Fruit would be a factor variable (let's say it takes the possibilities of apple, banana, orange), and location could be too, if it were a discrete set of possibilities (as opposed to lat/lon coords)

This author seems to forget that R was built for working with data in an analytical setting, unlike all of the languages he's comparing it to. It has creeped into other areas, but that seems to be because in the hands of a skilled user it is far easier to implement a data analysis solution. I'm sure someone will come in and say how much better pandas is, but on the small datasets, I'll stick with R, especially with how brittle and buggy matplotlib is.

1 comments

> This is a very bad example of what factors are for in R, because it makes it seem like factors are for defining variables or keys in key value pairs

That is the approach for tidy data, which is used a lot in the R tidyverse (http://tidyr.tidyverse.org/articles/tidy-data.html)

>> This is a very bad example of what factors are for in R, because it makes it seem like factors are for defining variables or keys in key value pairs

> That is the approach for tidy data, which is used a lot in the R tidyverse (http://tidyr.tidyverse.org/articles/tidy-data.html)

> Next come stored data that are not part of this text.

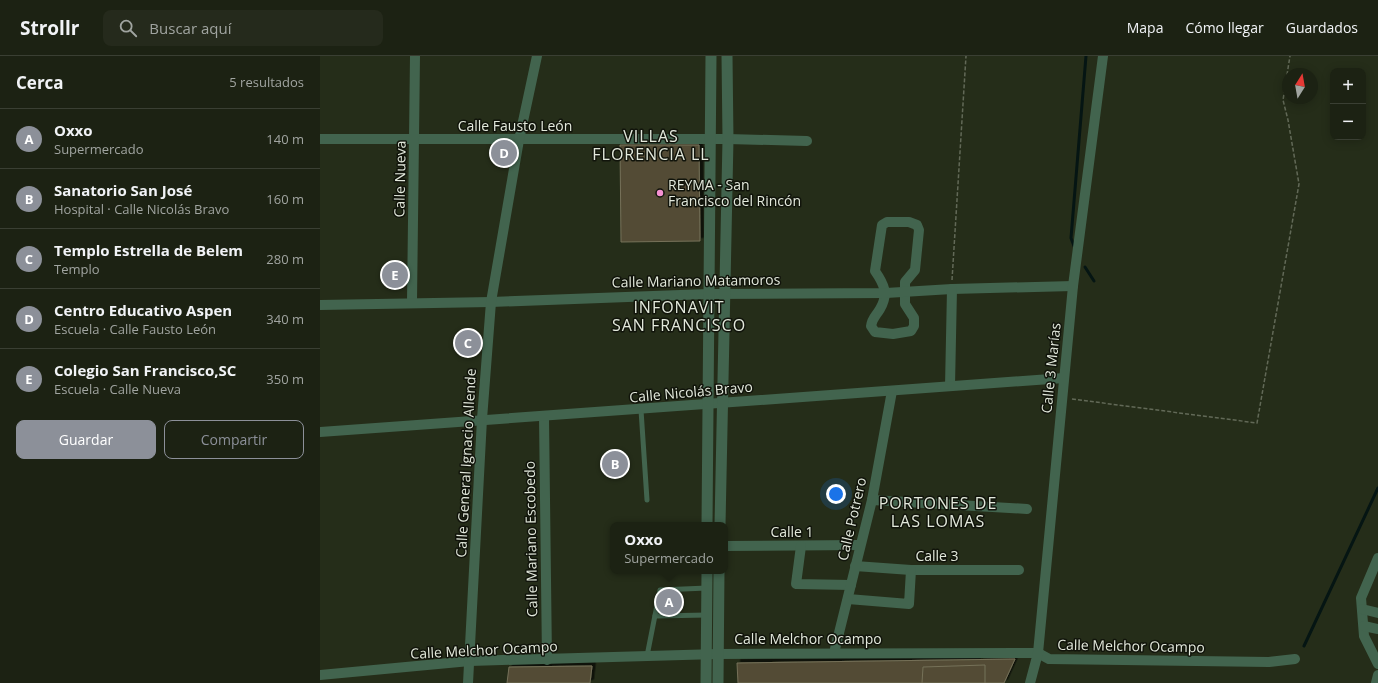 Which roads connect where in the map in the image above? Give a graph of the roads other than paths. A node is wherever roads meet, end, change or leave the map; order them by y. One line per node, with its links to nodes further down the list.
1 (415, 56): 9 (street, Calle Nueva)
2 (536, 56): 10 (street, Calle General Ignacio Allende)
3 (711, 56): 7 (street)
4 (727, 56): 8 (street)
5 (1103, 56): 12 (street, Calle 3 Marías)
6 (320, 139): 9 (street, Calle Fausto León)
7 (711, 139): 8 (street, Calle Fausto León); 10 (street, Calle Fausto León); 16 (street)
8 (728, 139): 11 (street, Calle Fausto León); 17 (street)
9 (414, 140): 10 (street, Calle Fausto León); 18 (street, Calle Nueva)
10 (519, 140): 19 (street, Calle General Ignacio Allende)
11 (807, 141)
12 (1073, 286): 13 (street, Calle Mariano Matamoros); 21 (street, Calle 3 Marías)
13 (952, 289): 14 (street, Calle Mariano Matamoros); 22 (street)
14 (904, 292): 15 (street, Calle Mariano Matamoros); 15 (street); 15 (street)
15 (886, 293): 17 (street, Calle Mariano Matamoros)
16 (708, 294): 17 (street, Calle Mariano Matamoros); 19 (street, Calle Mariano Matamoros); 25 (street)
17 (723, 294): 24 (street)
18 (412, 302): 19 (street, Calle Mariano Matamoros); 20 (street, Calle Mariano Matamoros)
19 (491, 302): 28 (street, Calle General Ignacio Allende)
20 (320, 305)
21 (1064, 378): 22 (street, Calle Nicolás Bravo); 54 (street, Calle 3 Marías)
22 (950, 386): 23 (street, Calle Nicolás Bravo)
23 (892, 391): 24 (street, Calle Nicolás Bravo); 31 (street, Calle Potrero)
24 (721, 403): 25 (street, Calle Nicolás Bravo); 34 (street)
25 (708, 405): 26 (street, Calle Nicolás Bravo); 33 (street)
26 (641, 410): 27 (street, Calle Nicolás Bravo); 30 (lane)
27 (544, 417): 28 (street, Calle Nicolás Bravo); 59 (street, Calle Mariano Escobedo)
28 (482, 419): 29 (street, Calle Nicolás Bravo); 60 (street, Calle General Ignacio Allende)
29 (320, 432)
30 (647, 500)
31 (872, 500): 32 (street); 35 (street, Calle Potrero)
32 (1027, 509)
33 (707, 522)
34 (720, 522)
35 (860, 545): 37 (street, Calle 1); 39 (street, Calle Potrero)
36 (728, 546): 37 (street, Calle 1)
37 (801, 546): 44 (street)
38 (1378, 558): 47 (street)
39 (855, 566): 40 (street, Calle 3); 44 (street, Calle Potrero)
40 (911, 570): 41 (street, Calle 3); 46 (street)
41 (1019, 570)
42 (707, 574): 45 (street)
43 (719, 574): 55 (street)
44 (851, 585): 46 (street, Calle Potrero)
45 (707, 588): 49 (street); 50 (lane)
46 (848, 599): 53 (street, Calle Potrero)
47 (1362, 610): 48 (street); 52 (street)
48 (1378, 613)
49 (707, 615): 50 (lane); 56 (street)
50 (655, 616): 57 (lane)
51 (1378, 629): 52 (street)
52 (1364, 631): 61 (street)
53 (834, 652): 54 (street, Calle Melchor Ocampo); 55 (street, Calle Melchor Ocampo)
54 (1038, 653): 58 (street, Calle Melchor Ocampo); 67 (street, Calle 3 Marías)
55 (718, 654): 56 (street, Calle Melchor Ocampo); 66 (street)
56 (706, 655): 57 (street, Calle Melchor Ocampo); 65 (street)
57 (647, 657): 59 (street, Calle Melchor Ocampo)
58 (1295, 659)
59 (547, 660): 60 (street, Calle Melchor Ocampo)
60 (470, 662): 62 (street, Calle Melchor Ocampo); 64 (street, Calle General Ignacio Allende)
61 (1378, 664)
62 (320, 675)
63 (1378, 675): 68 (street)
64 (468, 683)
65 (706, 683)
66 (718, 683)
67 (1030, 683)
68 (1376, 683)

Do you have a reference to where Hadley et al. suggest using factors in a key-value system? I'm reading Wickham's books at the moment and have not seen this assertion. Indeed, I believe he would not state this, as he explains the utility of factors explicitly:

    A factor is a vector that can contain only predefined values, and is used to store categorical
    data... Factors are useful when you know the possible values a variable may take, even if you don’t
    see all values in a given dataset...
Advanced R, pp. 21-22
It was my interpretation of the original article quote that it was referring to tidy schema, but I could be incorrect. (the gather() function of tidyr names its parameters key and value as well, and the function is described as "Gather columns into key-value pairs": http://tidyr.tidyverse.org/reference/gather.html)
If you are interested in this topic and haven't seen Advanced R, I'd recommend taking a look - the book explains why those functions have key-value pairs as parameter names. Note that the functions you cite aren't related to factors.